Film bize deha olmak bir ayrıcalık mı yoksa bir lanet mi? Sorusunu gayet güzel bir şekilde sormuş, oyunculuklardan ve filmin konusunun tam anlamıyla güzel olduğundan bahsettikten sonra film için seçilmiş şarkılar ise tam yerinde olmuş yani kısaca özetleyecek olursak eğer. Deha filmi, herkesin kendinden bir şeyler bulabileceği, oldukça naif, draması da komedisi de yerli yerinde. Yüreği kendinden büyük ufak kızın ve dayısının bağlılıkları dışında, komşuluğun ve aşkın da işlenişi de filmin içinde akıp sürüyor. İzlerken zamanın nasıl geçtiğini anlamayacaksınız. Hiç düşünmeden bu filmi izlemeye başlayın derim.Yetenekle gelen bir başarı hikayesini izliyor olacaksınız.

Dangal  (2016)

Mahavir Singh Phogat bir güreş hayranıdır. İki küçük kızına da güreş öğretmeye karar verir. İki kız, Babita Kumari ve Geeta Phogat, çocukluklarından başlayarak güreş eğitimi alarak büyürler. Büyüdüklerinde iki kız da güreşte iddialı isimler olmuştur.

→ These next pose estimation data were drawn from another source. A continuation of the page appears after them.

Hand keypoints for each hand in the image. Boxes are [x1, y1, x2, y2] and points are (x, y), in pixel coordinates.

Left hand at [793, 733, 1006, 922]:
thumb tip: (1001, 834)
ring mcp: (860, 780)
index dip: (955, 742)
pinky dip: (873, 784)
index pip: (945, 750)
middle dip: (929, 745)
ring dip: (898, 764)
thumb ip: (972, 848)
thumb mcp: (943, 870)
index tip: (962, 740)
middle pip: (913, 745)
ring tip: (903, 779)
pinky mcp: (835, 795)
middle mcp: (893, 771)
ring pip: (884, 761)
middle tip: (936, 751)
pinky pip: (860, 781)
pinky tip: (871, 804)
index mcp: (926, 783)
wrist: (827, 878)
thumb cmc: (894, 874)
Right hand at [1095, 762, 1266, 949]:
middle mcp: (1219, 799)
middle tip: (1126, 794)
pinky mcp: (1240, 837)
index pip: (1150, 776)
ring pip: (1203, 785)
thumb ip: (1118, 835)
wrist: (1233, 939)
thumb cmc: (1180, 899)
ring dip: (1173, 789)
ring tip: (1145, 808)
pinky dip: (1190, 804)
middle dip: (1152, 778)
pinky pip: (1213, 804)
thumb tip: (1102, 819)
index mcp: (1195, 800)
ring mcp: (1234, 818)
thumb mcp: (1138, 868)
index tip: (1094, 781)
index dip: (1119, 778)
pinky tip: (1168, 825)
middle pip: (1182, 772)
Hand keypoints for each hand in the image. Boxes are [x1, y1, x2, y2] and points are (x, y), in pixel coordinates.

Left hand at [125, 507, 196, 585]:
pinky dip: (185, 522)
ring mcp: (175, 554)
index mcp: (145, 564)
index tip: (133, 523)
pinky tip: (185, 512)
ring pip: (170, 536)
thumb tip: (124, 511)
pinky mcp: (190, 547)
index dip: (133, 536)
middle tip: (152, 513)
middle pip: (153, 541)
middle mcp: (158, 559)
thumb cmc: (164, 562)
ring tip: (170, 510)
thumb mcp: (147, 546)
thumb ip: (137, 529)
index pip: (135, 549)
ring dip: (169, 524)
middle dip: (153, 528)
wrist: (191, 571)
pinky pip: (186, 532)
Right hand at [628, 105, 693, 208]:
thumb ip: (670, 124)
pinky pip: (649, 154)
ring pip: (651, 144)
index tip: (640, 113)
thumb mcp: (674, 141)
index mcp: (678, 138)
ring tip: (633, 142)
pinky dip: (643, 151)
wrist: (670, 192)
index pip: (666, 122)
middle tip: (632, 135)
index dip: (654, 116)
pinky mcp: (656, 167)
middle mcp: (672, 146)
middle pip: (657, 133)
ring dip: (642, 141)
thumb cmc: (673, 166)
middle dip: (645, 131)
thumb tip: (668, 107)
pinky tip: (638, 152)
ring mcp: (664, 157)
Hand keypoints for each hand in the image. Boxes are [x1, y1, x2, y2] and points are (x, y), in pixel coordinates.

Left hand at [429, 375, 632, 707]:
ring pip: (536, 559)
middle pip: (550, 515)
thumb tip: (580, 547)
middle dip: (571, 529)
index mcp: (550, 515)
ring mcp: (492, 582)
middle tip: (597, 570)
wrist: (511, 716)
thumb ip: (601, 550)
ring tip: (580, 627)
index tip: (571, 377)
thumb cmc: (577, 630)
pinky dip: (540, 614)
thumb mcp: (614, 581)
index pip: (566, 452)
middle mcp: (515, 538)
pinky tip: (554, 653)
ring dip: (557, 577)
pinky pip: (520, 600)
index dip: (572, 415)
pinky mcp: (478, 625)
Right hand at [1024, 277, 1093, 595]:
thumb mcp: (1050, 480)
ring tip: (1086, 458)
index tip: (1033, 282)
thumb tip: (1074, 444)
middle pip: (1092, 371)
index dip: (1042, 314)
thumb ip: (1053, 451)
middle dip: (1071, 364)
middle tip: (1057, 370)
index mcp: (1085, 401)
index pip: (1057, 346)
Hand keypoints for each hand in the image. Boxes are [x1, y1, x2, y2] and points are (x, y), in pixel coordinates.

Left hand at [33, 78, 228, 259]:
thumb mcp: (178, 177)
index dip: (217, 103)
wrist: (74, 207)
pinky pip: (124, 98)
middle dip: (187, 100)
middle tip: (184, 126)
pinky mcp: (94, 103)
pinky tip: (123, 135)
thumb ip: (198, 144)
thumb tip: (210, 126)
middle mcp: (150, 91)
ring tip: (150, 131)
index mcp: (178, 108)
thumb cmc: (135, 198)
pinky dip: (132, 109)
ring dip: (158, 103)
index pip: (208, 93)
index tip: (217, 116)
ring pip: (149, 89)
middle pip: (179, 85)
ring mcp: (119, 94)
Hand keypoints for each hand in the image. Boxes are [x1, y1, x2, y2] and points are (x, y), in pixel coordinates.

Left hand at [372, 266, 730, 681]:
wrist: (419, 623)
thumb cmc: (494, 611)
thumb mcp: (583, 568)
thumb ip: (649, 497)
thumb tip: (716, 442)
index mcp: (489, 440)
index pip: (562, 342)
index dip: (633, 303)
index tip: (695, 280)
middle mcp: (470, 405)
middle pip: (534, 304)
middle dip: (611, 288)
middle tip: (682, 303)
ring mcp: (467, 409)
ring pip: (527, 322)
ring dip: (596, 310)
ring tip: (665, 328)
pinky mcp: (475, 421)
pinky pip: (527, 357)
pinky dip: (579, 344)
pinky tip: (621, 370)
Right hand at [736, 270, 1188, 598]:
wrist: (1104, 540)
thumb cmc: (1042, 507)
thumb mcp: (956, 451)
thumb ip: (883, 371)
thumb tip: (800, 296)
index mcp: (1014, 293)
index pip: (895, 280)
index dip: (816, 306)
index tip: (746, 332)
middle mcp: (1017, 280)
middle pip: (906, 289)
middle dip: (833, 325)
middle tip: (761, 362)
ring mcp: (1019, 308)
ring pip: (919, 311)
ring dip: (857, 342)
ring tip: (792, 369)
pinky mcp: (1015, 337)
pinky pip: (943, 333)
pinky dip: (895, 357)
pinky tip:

Geeta Phogat 2010 Commonwealth Oyunları’nda altın madalya kazanarak güreşte altın madalya kazanan ilk kadın güreşçi olurken, kız kardeşi Babita da gümüş madalyayı alır. Genç kadın güreşçiler başarıya giden yol boyunca sosyal şekillendirmenin baskısıyla da mücadele etmek zorunda kalacaktır.

O kadar güzel ve farklı bir film  ki. İçinde çok başka duyguları barındırıyor. Babaları’nın kızlarına olan baskısı. Disiplinli çalışmanın insana çok şey kazandıracağı gibi, kaybettirdiğini de. İzlemenizi şiddetle tavsiye ederim.